Tricuspid atresia presenting in infancy. Survival and suitability for the Fontan operation.

BACKGROUND: The Fontan operation is the usual goal of therapy for children with tricuspid atresia. The influences of morphology and different management strategies on survival and subsequent suitability for this procedure are crucial but unstudied in an unselected population during the Fontan era.

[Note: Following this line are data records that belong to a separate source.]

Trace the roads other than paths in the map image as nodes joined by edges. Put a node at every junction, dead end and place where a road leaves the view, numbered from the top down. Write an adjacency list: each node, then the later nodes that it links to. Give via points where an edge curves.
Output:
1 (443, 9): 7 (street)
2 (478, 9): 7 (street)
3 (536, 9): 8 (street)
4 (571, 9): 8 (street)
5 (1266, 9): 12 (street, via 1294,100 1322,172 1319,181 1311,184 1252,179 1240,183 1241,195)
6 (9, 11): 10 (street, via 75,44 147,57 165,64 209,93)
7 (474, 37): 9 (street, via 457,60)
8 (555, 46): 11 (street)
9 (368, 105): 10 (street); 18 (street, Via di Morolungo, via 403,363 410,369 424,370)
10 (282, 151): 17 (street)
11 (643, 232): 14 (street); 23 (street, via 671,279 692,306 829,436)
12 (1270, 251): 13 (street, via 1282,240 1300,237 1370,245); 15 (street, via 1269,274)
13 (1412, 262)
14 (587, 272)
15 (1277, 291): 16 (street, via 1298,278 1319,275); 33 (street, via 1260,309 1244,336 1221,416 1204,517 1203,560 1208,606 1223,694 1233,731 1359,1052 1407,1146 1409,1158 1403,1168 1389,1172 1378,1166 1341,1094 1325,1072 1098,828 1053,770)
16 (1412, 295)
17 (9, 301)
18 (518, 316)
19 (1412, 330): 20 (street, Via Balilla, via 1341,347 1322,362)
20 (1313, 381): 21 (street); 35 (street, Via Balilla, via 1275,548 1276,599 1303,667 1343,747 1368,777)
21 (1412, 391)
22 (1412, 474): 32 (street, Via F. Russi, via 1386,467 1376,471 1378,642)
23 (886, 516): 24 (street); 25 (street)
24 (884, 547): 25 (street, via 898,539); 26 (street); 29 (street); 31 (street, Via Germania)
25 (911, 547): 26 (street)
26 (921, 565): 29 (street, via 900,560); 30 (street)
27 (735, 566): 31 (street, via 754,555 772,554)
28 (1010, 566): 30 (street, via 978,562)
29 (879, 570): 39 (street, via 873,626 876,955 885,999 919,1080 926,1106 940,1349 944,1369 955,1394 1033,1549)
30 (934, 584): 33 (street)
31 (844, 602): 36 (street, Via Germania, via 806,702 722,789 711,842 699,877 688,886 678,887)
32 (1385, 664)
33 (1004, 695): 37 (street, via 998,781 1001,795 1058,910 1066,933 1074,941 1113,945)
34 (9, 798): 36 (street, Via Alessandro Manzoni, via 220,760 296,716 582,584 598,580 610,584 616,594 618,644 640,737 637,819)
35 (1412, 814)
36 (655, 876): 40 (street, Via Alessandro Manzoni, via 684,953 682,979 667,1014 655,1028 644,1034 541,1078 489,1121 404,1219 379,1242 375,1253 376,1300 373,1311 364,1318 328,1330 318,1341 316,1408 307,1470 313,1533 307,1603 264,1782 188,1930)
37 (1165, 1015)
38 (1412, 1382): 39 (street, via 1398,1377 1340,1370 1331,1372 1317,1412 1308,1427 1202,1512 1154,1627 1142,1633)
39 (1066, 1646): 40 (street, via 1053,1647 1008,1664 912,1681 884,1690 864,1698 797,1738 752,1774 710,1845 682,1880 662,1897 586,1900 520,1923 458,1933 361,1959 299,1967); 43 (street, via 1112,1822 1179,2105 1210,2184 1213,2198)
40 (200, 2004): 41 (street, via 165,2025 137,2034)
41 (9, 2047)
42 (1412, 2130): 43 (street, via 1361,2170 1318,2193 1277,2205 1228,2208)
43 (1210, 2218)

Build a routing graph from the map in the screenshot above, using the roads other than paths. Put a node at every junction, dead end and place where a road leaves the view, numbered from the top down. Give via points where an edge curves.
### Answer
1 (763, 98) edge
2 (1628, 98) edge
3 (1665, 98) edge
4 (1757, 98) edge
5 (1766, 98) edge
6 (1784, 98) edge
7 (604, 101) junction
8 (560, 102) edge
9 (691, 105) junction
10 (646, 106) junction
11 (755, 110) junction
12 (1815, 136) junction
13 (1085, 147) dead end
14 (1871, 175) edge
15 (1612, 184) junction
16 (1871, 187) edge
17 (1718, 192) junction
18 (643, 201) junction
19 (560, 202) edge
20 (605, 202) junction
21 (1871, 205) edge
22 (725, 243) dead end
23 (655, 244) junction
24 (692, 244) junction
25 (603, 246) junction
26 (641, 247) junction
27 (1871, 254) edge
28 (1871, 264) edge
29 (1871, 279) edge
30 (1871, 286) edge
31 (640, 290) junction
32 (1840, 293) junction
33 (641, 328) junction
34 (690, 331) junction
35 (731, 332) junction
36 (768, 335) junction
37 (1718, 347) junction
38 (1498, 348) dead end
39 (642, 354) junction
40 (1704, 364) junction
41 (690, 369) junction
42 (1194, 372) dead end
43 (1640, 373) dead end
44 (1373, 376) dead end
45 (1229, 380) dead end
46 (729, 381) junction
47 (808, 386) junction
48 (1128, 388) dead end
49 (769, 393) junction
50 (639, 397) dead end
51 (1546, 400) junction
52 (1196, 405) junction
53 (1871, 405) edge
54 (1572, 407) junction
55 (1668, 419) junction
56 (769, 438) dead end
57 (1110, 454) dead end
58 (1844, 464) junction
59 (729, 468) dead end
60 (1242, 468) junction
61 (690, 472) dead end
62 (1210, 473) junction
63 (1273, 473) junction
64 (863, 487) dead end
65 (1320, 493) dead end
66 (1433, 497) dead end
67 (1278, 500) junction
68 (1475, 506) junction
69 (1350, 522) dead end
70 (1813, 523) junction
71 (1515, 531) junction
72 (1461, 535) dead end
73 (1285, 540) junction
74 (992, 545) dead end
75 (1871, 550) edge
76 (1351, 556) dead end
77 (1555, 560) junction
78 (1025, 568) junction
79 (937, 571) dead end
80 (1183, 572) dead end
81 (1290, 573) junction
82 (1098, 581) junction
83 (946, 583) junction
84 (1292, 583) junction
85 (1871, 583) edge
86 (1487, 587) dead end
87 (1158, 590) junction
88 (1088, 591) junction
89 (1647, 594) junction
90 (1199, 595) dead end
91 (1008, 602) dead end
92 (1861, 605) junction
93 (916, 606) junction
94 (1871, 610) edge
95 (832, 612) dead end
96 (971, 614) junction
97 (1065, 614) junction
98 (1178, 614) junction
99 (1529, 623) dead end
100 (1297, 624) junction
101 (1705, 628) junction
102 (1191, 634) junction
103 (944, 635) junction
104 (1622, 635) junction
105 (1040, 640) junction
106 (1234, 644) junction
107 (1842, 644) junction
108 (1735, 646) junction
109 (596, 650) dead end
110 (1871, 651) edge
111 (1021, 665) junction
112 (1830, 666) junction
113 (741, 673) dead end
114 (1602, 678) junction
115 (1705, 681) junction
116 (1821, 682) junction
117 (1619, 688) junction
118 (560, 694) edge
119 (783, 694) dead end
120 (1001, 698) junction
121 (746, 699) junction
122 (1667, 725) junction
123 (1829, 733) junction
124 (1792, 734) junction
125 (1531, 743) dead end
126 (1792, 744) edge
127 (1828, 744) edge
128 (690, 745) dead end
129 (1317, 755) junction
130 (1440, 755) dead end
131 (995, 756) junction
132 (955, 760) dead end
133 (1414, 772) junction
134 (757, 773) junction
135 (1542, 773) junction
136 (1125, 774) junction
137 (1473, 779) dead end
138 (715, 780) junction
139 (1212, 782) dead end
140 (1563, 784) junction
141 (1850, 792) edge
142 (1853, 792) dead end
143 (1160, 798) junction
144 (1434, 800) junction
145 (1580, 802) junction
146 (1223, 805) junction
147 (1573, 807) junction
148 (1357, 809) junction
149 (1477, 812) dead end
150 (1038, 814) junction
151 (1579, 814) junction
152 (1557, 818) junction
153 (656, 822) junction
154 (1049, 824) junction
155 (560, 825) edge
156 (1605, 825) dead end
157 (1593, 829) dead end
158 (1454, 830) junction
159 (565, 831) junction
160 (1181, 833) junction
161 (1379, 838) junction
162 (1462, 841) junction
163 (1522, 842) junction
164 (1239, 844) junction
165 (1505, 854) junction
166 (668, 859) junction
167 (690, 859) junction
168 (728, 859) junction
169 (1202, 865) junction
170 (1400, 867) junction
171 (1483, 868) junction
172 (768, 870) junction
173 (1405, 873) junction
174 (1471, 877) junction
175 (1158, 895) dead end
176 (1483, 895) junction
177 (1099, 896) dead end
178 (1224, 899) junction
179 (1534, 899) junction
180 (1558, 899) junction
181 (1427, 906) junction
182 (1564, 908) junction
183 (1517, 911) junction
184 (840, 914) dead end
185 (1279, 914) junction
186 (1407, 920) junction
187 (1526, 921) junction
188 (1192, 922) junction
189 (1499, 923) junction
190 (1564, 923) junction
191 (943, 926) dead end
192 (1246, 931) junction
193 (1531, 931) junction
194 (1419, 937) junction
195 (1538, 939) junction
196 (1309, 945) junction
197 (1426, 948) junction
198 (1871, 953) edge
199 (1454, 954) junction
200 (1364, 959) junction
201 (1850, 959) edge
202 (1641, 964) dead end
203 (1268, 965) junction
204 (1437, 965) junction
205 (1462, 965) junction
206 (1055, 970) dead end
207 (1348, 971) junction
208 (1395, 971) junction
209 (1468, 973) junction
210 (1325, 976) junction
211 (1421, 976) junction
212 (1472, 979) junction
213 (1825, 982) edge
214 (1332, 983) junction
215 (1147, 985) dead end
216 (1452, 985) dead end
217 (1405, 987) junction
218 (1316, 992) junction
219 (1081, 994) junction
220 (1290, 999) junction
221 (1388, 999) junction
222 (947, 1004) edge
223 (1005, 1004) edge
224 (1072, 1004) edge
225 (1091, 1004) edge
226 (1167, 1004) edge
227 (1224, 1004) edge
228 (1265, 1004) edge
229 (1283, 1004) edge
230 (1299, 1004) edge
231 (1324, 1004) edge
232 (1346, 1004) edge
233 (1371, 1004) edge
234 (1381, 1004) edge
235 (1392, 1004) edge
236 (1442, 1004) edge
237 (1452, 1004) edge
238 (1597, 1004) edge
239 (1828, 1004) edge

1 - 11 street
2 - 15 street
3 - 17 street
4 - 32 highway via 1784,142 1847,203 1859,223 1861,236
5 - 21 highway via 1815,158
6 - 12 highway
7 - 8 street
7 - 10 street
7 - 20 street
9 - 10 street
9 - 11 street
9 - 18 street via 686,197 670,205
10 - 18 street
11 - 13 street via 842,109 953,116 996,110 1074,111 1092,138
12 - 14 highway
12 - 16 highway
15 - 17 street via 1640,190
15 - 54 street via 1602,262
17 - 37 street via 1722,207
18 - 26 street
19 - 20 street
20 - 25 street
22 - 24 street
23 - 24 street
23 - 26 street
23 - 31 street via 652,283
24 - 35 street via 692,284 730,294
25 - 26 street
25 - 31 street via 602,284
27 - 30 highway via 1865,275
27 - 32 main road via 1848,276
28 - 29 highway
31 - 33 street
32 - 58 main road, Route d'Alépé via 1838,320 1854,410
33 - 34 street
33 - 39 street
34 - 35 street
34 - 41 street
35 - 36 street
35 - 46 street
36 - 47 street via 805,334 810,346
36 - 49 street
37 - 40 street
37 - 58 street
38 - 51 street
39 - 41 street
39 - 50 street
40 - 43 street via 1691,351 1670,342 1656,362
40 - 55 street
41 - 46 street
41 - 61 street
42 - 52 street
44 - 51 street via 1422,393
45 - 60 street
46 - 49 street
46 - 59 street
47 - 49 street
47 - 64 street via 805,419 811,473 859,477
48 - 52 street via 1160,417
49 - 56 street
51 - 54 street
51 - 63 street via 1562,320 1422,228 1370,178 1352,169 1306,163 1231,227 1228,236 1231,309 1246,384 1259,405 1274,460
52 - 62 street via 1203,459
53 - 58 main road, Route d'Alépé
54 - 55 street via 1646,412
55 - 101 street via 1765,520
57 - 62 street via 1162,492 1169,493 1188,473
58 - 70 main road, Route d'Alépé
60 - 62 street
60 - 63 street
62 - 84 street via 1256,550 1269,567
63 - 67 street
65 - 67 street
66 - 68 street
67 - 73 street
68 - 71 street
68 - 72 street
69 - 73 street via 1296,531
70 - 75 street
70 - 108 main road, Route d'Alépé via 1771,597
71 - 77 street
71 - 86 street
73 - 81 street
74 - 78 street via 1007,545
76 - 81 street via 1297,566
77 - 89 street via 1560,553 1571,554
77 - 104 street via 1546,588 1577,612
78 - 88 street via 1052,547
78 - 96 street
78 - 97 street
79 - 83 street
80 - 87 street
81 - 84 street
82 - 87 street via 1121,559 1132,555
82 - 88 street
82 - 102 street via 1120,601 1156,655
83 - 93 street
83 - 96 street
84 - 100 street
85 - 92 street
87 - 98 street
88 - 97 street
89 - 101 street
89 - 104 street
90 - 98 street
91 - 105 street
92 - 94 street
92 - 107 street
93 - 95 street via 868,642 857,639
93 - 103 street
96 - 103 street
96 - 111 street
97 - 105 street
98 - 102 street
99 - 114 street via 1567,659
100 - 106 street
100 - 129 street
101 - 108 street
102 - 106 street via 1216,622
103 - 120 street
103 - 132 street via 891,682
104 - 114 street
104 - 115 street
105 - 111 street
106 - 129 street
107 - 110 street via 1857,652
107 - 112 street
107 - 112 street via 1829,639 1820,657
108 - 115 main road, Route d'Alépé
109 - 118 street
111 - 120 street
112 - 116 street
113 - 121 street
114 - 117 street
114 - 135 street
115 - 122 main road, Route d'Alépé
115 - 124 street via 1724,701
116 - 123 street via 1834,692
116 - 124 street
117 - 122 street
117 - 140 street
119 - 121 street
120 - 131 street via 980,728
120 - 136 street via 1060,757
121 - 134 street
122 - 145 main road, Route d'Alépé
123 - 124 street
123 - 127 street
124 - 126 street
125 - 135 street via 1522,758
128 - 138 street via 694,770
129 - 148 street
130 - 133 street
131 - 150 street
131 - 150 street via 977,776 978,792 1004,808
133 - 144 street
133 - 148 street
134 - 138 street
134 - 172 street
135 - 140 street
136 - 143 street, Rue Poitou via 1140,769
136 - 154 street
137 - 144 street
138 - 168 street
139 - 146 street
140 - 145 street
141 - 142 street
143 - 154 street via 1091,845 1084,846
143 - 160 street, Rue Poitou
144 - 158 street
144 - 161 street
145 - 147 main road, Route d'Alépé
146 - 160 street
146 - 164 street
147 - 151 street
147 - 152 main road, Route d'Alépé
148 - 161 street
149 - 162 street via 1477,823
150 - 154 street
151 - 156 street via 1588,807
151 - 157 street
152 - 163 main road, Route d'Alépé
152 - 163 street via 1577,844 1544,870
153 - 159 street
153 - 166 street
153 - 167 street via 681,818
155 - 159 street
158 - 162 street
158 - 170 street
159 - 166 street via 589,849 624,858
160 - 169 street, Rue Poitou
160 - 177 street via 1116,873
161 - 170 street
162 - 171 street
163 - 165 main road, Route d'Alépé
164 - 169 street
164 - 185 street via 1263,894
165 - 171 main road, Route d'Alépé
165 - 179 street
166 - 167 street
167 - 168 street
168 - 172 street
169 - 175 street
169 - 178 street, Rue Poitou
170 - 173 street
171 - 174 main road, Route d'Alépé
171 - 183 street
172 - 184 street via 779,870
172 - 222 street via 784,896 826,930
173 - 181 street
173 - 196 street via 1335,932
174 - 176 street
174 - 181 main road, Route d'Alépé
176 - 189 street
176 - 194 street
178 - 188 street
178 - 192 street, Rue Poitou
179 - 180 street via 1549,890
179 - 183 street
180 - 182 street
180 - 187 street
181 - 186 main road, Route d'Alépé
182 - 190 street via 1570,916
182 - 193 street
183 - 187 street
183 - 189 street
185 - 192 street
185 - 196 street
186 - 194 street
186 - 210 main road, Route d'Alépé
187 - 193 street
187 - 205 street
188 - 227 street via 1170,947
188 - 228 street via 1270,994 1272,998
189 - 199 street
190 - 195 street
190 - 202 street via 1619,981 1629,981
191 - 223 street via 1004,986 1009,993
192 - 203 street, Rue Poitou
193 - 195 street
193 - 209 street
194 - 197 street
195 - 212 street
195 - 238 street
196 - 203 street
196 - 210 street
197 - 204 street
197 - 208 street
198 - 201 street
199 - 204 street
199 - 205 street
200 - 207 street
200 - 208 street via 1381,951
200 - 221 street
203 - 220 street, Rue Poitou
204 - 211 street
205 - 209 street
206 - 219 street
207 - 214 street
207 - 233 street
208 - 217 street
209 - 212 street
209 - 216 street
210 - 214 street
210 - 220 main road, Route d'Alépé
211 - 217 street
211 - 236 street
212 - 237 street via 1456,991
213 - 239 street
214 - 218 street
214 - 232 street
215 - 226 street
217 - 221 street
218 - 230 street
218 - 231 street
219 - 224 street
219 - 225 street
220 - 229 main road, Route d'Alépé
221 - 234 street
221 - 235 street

METHODS AND RESULTS: The fates of 237 consecutive infants with tricuspid atresia were reviewed (1972-1987; median follow-up, 8.0 years). Overall actuarial survival was 72% at 1 year, 53% at 5 years, and 46% at 10 years. Univariate risk factor analysis established that discordant ventriculoarterial connections (24% of the group; relative risk, 2.7), pulmonary atresia (14%, 2.3), aortic arch obstruction (7%, 2.9), and subaortic stenosis (8%, 4.2) were associated with poor survival, whereas pulmonary stenosis (60%, 0.52), balanced pulmonary blood flow (9%, 0.25), and older age at presentation (33%, 0.42) were beneficial. Multivariate analysis allowed the creation of predictive patient-specific survival curves and two additive indexes. Survival was worse for patients who underwent banding of the pulmonary trunk with aortic arch repair than for other individual palliative procedures (p < 0.001). On retrospective review, 204 patients (86%) were judged suitable for a future Fontan procedure at presentation. However, 99 (48%) of these are known to have died before a Fontan operation or became unsuitable for such surgery during follow-up, mostly because of death after palliative surgery (23 patients, 11%), sudden death (18 patients, 9%), and new adverse features (32 patients, 16%) such as subaortic stenosis, pulmonary arterial distortion, and ventricular dysfunction.

CONCLUSIONS: Management in infancy must aim to ensure survival and maintain suitability for a Fontan-type operation. The accumulating incidence of adverse events with increasing age would argue in favor of undertaking definitive surgery in early childhood in most patients.